§ What the task asks:
Apart from the pictures, return every line of the listing exactly.

§ Information shown:
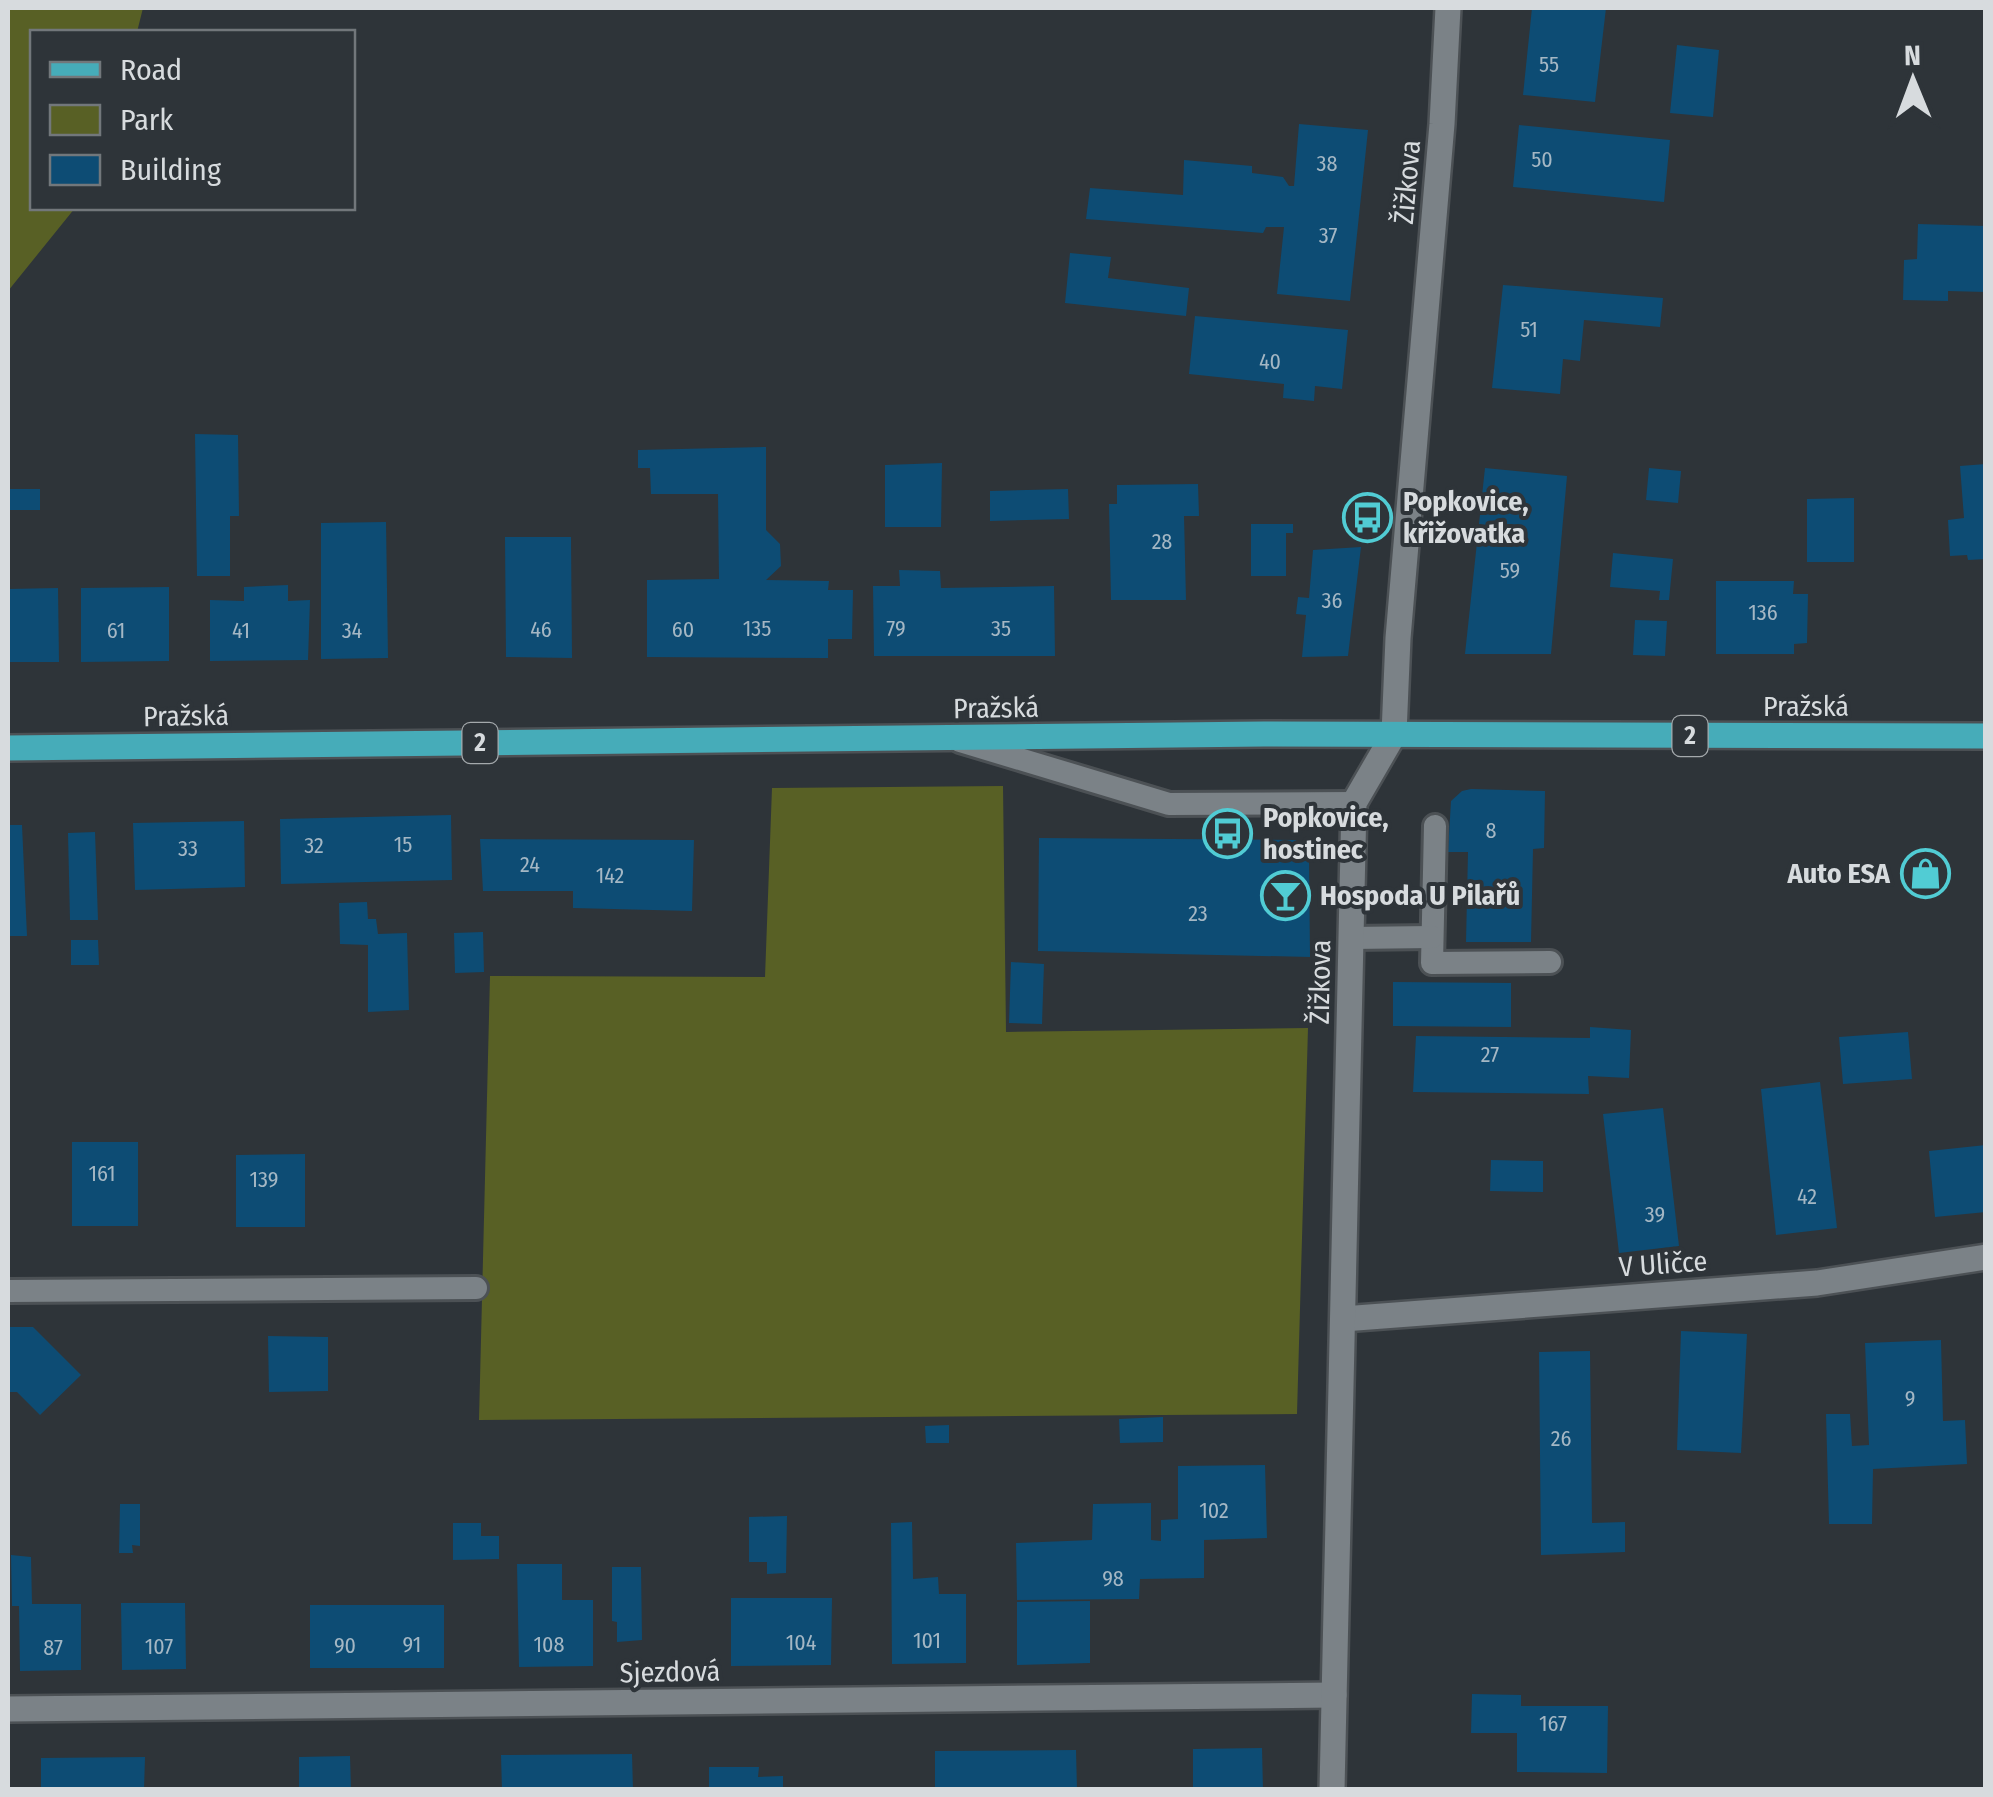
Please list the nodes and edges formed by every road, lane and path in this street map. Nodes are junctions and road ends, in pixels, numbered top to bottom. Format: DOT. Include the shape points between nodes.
graph roads {
  1 [pos="1448,8"];
  2 [pos="1394,734"];
  3 [pos="1986,736"];
  4 [pos="952,738"];
  5 [pos="8,748"];
  6 [pos="1354,803"];
  7 [pos="1435,826"];
  8 [pos="1351,938"];
  9 [pos="1432,938"];
  10 [pos="1550,962"];
  11 [pos="1986,1256"];
  12 [pos="476,1288"];
  13 [pos="8,1290"];
  14 [pos="1343,1319"];
  15 [pos="1334,1695"];
  16 [pos="8,1709"];
  17 [pos="1332,1790"];
  1 -- 2 [label="street, Žižkova"];
  2 -- 3 [label="main road, Pražská / 2"];
  2 -- 4 [label="main road, Pražská / 2"];
  2 -- 6 [label="street, Žižkova"];
  4 -- 5 [label="main road, Pražská / 2"];
  4 -- 6 [label="lane" via="1169,804"];
  6 -- 8 [label="street, Žižkova"];
  7 -- 9 [label="lane"];
  8 -- 9 [label="lane"];
  8 -- 14 [label="street, Žižkova"];
  9 -- 10 [label="lane" via="1432,963"];
  11 -- 14 [label="street, V Uličce" via="1816,1282"];
  12 -- 13 [label="lane"];
  14 -- 15 [label="street, Žižkova"];
  15 -- 16 [label="street, Sjezdová"];
  15 -- 17 [label="street, Žižkova"];
}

§ Output:
Please list the nodes and edges formed by every road, lane and path in this street map. Nodes are junctions and road ends, in pixels, numbered top to bottom. Format: DOT. Include the shape points between nodes.
graph roads {
  1 [pos="1448,8"];
  2 [pos="1394,734"];
  3 [pos="1986,736"];
  4 [pos="952,738"];
  5 [pos="8,748"];
  6 [pos="1354,803"];
  7 [pos="1435,826"];
  8 [pos="1351,938"];
  9 [pos="1432,938"];
  10 [pos="1550,962"];
  11 [pos="1986,1256"];
  12 [pos="476,1288"];
  13 [pos="8,1290"];
  14 [pos="1343,1319"];
  15 [pos="1334,1695"];
  16 [pos="8,1709"];
  17 [pos="1332,1790"];
  1 -- 2 [label="street, Žižkova"];
  2 -- 3 [label="main road, Pražská / 2"];
  2 -- 4 [label="main road, Pražská / 2"];
  2 -- 6 [label="street, Žižkova"];
  4 -- 5 [label="main road, Pražská / 2"];
  4 -- 6 [label="lane" via="1169,804"];
  6 -- 8 [label="street, Žižkova"];
  7 -- 9 [label="lane"];
  8 -- 9 [label="lane"];
  8 -- 14 [label="street, Žižkova"];
  9 -- 10 [label="lane" via="1432,963"];
  11 -- 14 [label="street, V Uličce" via="1816,1282"];
  12 -- 13 [label="lane"];
  14 -- 15 [label="street, Žižkova"];
  15 -- 16 [label="street, Sjezdová"];
  15 -- 17 [label="street, Žižkova"];
}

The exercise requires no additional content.